Effects of intralymphatic immunotherapy on natural killer activity in malignant melanoma patients

Adjuvant immunotherapy has the theoretical attraction of augmenting the host immune response at a time when the tumor burden is low. We have previously reported that intralymphatic immunotherapy (ILI) augments the cytolytic humoral immune responses in melanoma patients. This study was undertaken to assess the effects of ILI on cell‐mediated immunity. As a model for the cellular effects of ILI, we investigated the natural killer (NK) cell activity in malignant melanoma patients. Fourteen patients were given an allogeneic cultured tumor cell vaccine (TCV) intralymphatically with concomitant administration of BCG. Natural killer cell activity was assessed sequentially using the single cell lysis and binding assay.

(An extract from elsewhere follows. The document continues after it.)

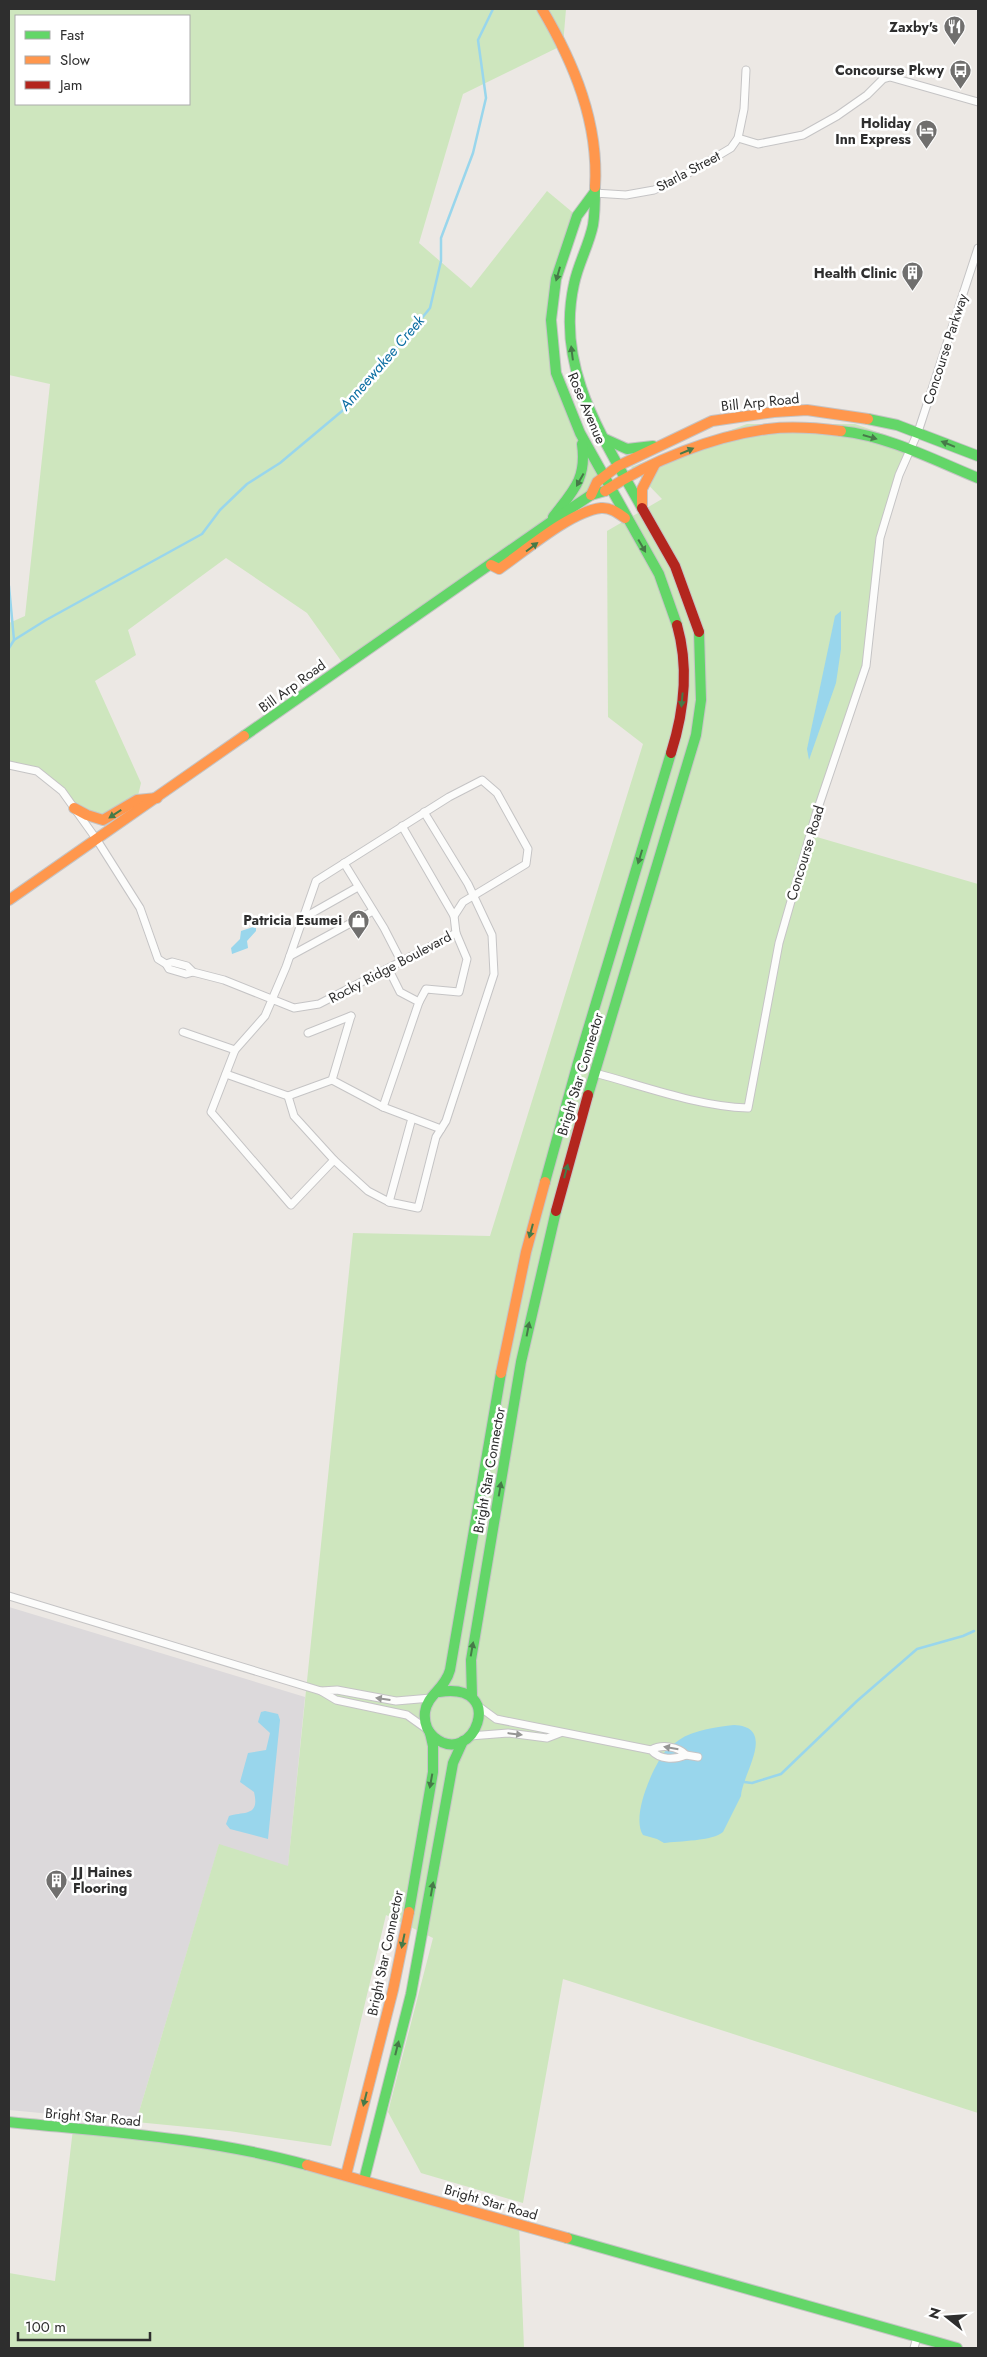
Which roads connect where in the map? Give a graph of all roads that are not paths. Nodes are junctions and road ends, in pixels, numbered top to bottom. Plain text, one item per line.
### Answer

Overall NK activity against the K562 target cell line showed a moderate increase over pretreatment levels as reflected by the increased number of target binding lymphocytes. However, the percentage of target binders mediating cell lysis remained unchanged during treatment. Assessment of NK activity against the NK‐resistant M14 melanoma cell line reflected similar findings. These results suggest the activation of NK cells by tumor antigens, BCG, and/or alloimmunization with TCV. This increase appears to be manifested by increased target recognition rather than by alterations in effector cell function.